> Exercise directions
Below are the records; give again exactly the line with "c.show_text(ch)", the line with "c.restore()", and each line that lies between them, and nothing besides.

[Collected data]
++++++++++

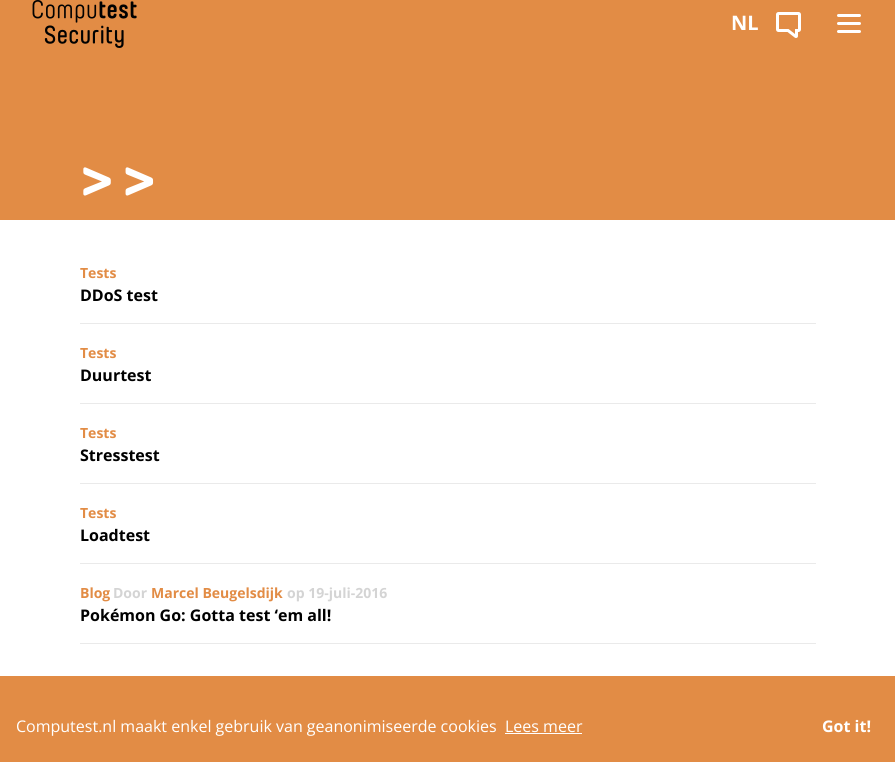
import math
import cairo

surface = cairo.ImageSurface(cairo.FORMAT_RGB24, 895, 762)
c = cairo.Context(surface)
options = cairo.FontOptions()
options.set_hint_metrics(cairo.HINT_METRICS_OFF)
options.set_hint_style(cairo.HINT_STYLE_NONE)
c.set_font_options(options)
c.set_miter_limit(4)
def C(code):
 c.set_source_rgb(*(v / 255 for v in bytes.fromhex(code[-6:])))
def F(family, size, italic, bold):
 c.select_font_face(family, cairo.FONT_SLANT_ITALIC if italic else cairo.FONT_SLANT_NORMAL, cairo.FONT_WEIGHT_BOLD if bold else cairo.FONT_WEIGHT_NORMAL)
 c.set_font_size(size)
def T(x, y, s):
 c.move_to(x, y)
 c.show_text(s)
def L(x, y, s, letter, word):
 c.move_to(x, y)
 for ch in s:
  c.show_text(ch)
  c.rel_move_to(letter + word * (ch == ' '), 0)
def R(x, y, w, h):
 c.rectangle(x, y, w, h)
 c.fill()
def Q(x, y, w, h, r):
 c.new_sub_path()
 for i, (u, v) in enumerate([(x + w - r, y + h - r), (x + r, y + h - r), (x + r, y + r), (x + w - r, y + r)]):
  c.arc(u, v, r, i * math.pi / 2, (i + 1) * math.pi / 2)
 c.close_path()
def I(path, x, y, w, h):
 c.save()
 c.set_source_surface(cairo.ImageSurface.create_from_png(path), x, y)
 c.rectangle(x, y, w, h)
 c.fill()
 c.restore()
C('ffffff')
c.paint()
C('e28c45')
R(0,0,895,220)
I('1.png',32,0,105,48)
F('Open Sans',20,0,1)
C('ffffff')
T(731,30,'NL')
I('2.png',776,12,25,26)
Q(837,14,24,3,1.5)
c.fill()
Q(837,22,24,3,1.5)
c.fill()
Q(837,30,24,3,1.5)
c.fill()
F('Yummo',64,0,1)
L(80,204,'>>',8,0)
F('Open Sans',14,0,1)
C('e28c45')
T(80,278,'Tests')
F('Open Sans',16,0,1)
C('000000')
T(80,301,'DDoS test')
C('eaeaea')
R(80,323,736,1)
F('Open Sans',14,0,1)
C('e28c45')
T(80,358,'Tests')
F('Open Sans',16,0,1)
C('000000')
T(80,381,'Duurtest')
C('eaeaea')
R(80,403,736,1)
F('Open Sans',14,0,1)
C('e28c45')
T(80,438,'Tests')
F('Open Sans',16,0,1)
C('000000')
T(80,461,'Stresstest')
C('eaeaea')
R(80,483,736,1)
F('Open Sans',14,0,1)
C('e28c45')
T(80,518,'Tests')
F('Open Sans',16,0,1)
C('000000')
T(80,541,'Loadtest')
C('eaeaea')
R(80,563,736,1)
F('Open Sans',14,0,1)
C('e28c45')
T(80,598,'Blog')
C('d4d4d4')
T(113,598,'Door')
C('e28c45')
T(151,598,'Marcel Beugelsdijk')
C('d4d4d4')
T(287,598,'op 19-juli-2016')
F('Open Sans',16,0,1)
C('000000')
T(80,621,'Pokémon Go: Gotta test ‘em all!')
C('eaeaea')
R(80,643,736,1)
C('e28c45')
R(0,676,895,86)
F('Open Sans',16,0,0)
C('ffffff')
T(16,732,'Computest.nl maakt enkel gebruik van geanonimiseerde cookies')
T(505,732,'Lees meer')
R(505,733,77,1)
F('Open Sans',16,0,1)
T(822,732,'Got it!')
surface.write_to_png('o.png')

++++++++++

> Expected answer
  c.show_text(ch)
  c.rel_move_to(letter + word * (ch == ' '), 0)
def R(x, y, w, h):
 c.rectangle(x, y, w, h)
 c.fill()
def Q(x, y, w, h, r):
 c.new_sub_path()
 for i, (u, v) in enumerate([(x + w - r, y + h - r), (x + r, y + h - r), (x + r, y + r), (x + w - r, y + r)]):
  c.arc(u, v, r, i * math.pi / 2, (i + 1) * math.pi / 2)
 c.close_path()
def I(path, x, y, w, h):
 c.save()
 c.set_source_surface(cairo.ImageSurface.create_from_png(path), x, y)
 c.rectangle(x, y, w, h)
 c.fill()
 c.restore()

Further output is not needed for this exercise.